A piece of experimental non-fictional analysis of
a rare experience in front of a piece of artwork

by Bertil Falk

part 1 of 2


I

When I stood in front of the tempera work Sitting (1962) at the posthumous Öyvind Fahlström exhibition at the Museum of Modern Art in Stockholm in the autumn of 1979, I had a very strong experience of déjà vu. I knew that I had never before seen the artwork. Nevertheless, I could swear that in an impalpable way I recognized something difficult to define in it. There existed an annoying, permeating, well known and all the time recurrent trait in the work and it was there, wherever I turned my eyes on this muddle, this kitchen midden.

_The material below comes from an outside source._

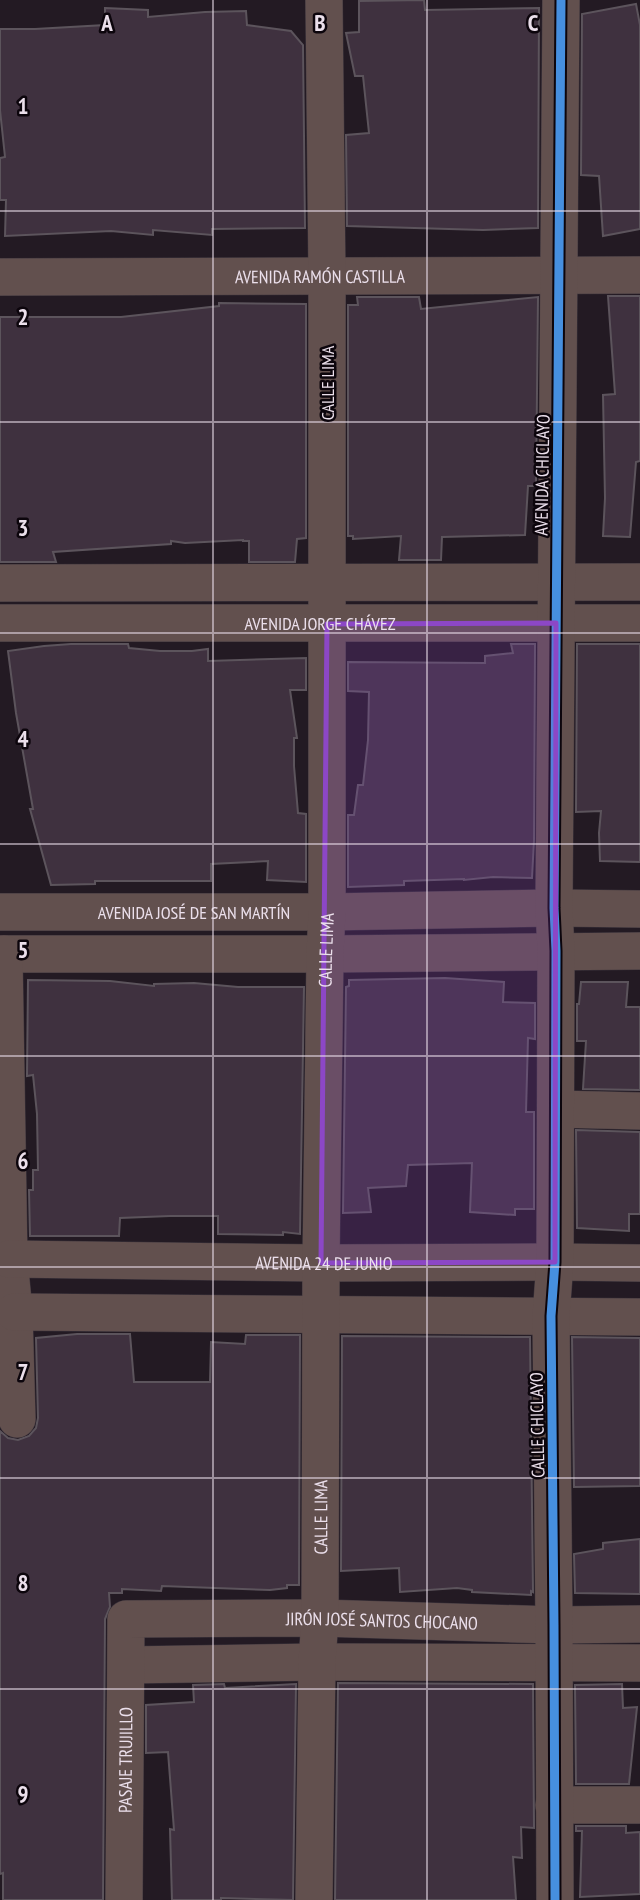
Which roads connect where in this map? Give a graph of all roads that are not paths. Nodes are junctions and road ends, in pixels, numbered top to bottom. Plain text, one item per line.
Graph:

There was, to be sure, the comic book structure, but I did not only recognize the comic book structure, which I was familiar with as a persevering reader of comics since childhood. There was something in the subject itself, which I recognized, but it slipped out of my reach when I tried to define it. I could not put my finger on the crux of the matter.

I was about to turn to some other piece of artwork in the fine show, when I suddenly knew what it all was about. And I not only fully realized what it was I recognized, in a flash, I also perceived a context I had never seen before, never could have seen, even though practically every constituent part of it had long since been stored in my mind.

But now all the pieces fell into place, and the reason why it happened right then and now, here and there, was not only because Sitting in itself constituted one of the pieces but Sitting was also the very prerequisite for creating a consistency in my scattered visual pictures.

Sitting was my catalyst, which at one single go caused all the pieces in the jigsaw puzzle to fit together in a perhaps not particularly remarkable complex concerning the history of art.

Anyhow it came over me all of a sudden: Bats, vampires, Leonardo da Vinci, Emanuel Swedenborg, parachute jumping students in the 18th century, Spanish cloaks, Maxwell Grant alias Walter Gibson, Jerry Siegel & Joe Shuster, Bob Kane and finally Öyvind Fahlström himself cutting old comic books in Greenwich Village.

The pilgrimage of a subject: straight tracks, twisty paths. An aha-experience, concerning the history of art, somewhat unlikely roads, but roads possible to map. A context throwing light on how Öyvind Fahlström had actually applied ideas in his visual art, ideas that he had originally emphasized in a literary context in 1953 in his ultimately famous Manifesto for Concrete Poetry, Hipy papy bthuthdth thuthda bthuthdy.

World citizen Öyvind Fahlström was born 1928 in São Paulo, Brazil. His father was a Norwegian, his mother Swedish. He spent his childhood in São Paulo and Rio de Janeiro. He was sent to Sweden in 1939 to spend the summer with relatives. At the outbreak of WWII he was in Sweden, separated from his parents. He was not reunited with them until 1947. That year the Brazilian-born Öyvind Fahlström became a Swedish citizen.

II

But let me start from my own beginning. My relationship to the artistry of Fahlström goes back to the beginning of 1954. At that time I was particularly interested in surrealism. A friend of mine, a poet, who swam like a fish in aquavit at literary restaurants in Stockholm, said to me that I should read a “surrealist” play by Öyvind Fahlström, which existed in manuscript. I wrote to Fahlström.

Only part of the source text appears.